ASSIGNMENT ▸
Scan the entries below for lines holding "paths". Give the number of such lines alone.

RECORDED INFORMATION ▸
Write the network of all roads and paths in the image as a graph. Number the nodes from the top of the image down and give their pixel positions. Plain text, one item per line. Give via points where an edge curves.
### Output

---

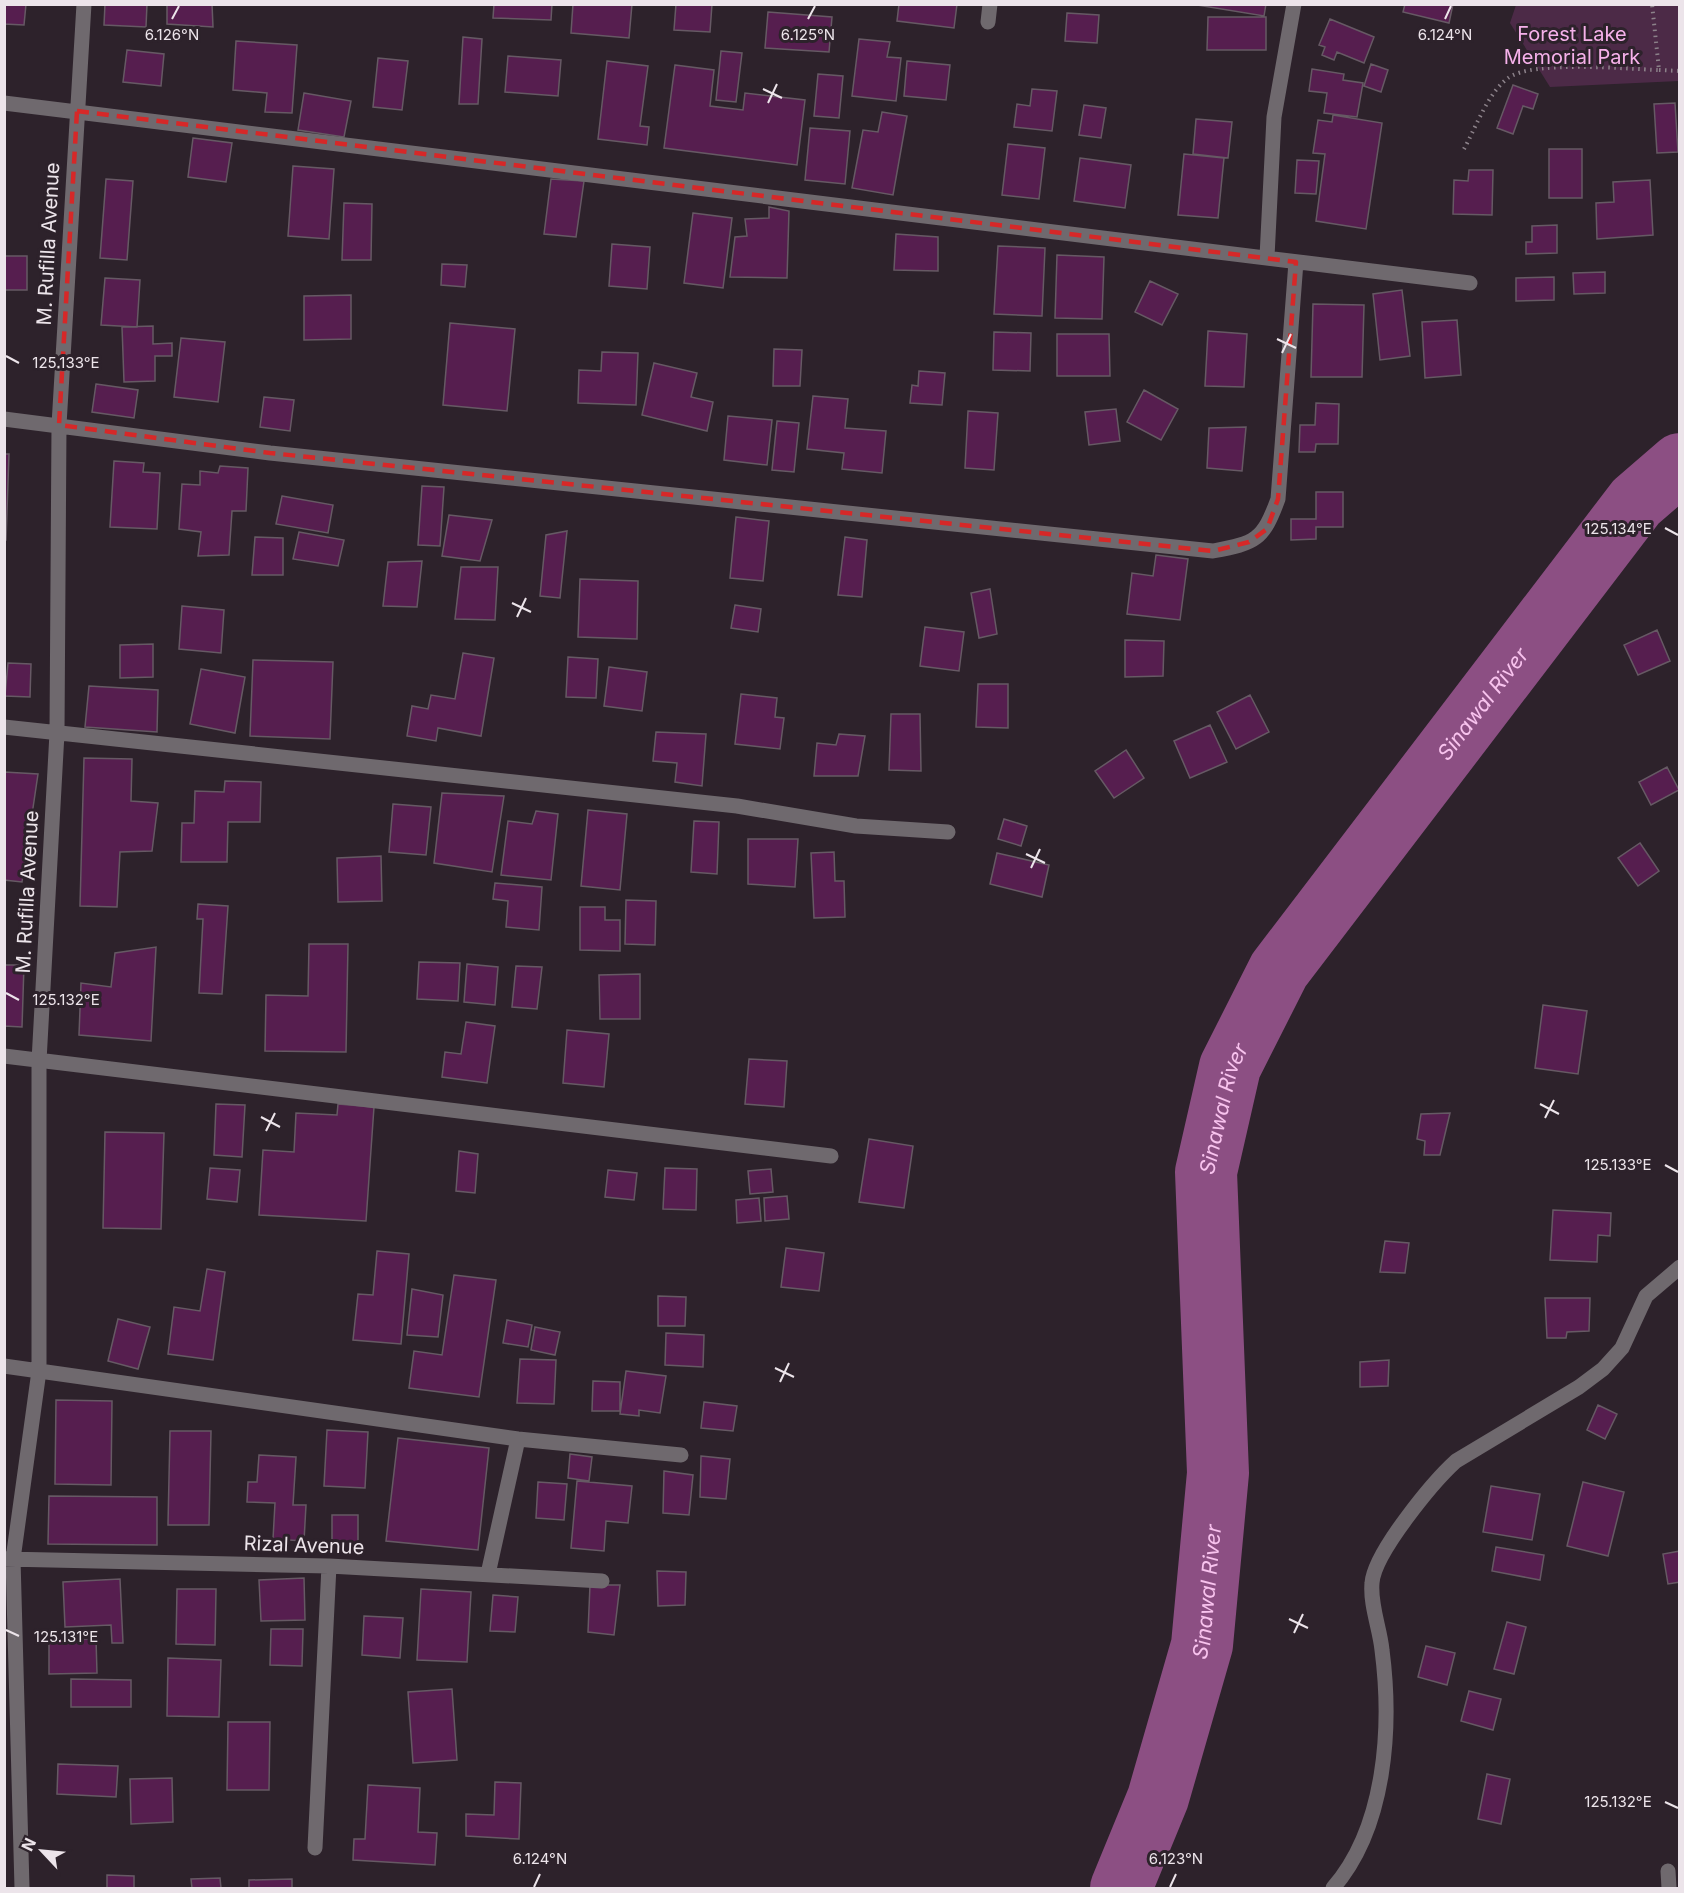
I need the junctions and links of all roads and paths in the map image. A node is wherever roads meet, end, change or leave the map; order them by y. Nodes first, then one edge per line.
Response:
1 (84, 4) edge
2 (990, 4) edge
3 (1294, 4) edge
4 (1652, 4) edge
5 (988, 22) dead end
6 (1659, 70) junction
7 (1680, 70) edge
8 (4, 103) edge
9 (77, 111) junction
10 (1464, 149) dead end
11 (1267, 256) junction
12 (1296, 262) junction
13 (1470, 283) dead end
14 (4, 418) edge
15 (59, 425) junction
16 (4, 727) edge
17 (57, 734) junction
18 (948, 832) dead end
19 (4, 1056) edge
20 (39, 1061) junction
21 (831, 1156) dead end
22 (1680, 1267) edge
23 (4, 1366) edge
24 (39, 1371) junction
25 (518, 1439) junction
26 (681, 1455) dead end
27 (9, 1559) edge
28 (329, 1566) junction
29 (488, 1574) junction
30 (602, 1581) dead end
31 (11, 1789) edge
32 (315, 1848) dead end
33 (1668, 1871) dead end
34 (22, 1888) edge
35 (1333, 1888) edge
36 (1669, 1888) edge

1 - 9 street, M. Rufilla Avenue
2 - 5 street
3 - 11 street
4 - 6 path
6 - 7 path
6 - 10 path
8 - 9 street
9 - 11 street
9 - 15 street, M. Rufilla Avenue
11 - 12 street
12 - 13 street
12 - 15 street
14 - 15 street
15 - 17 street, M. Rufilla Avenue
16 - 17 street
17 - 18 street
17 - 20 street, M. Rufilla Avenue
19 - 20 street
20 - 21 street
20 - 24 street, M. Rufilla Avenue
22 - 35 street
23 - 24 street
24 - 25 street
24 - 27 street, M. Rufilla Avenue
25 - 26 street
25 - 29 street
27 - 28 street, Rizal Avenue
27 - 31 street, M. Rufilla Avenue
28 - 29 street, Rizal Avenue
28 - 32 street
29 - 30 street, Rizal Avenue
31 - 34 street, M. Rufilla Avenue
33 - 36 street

PROBLEM SOLUTION ▸
2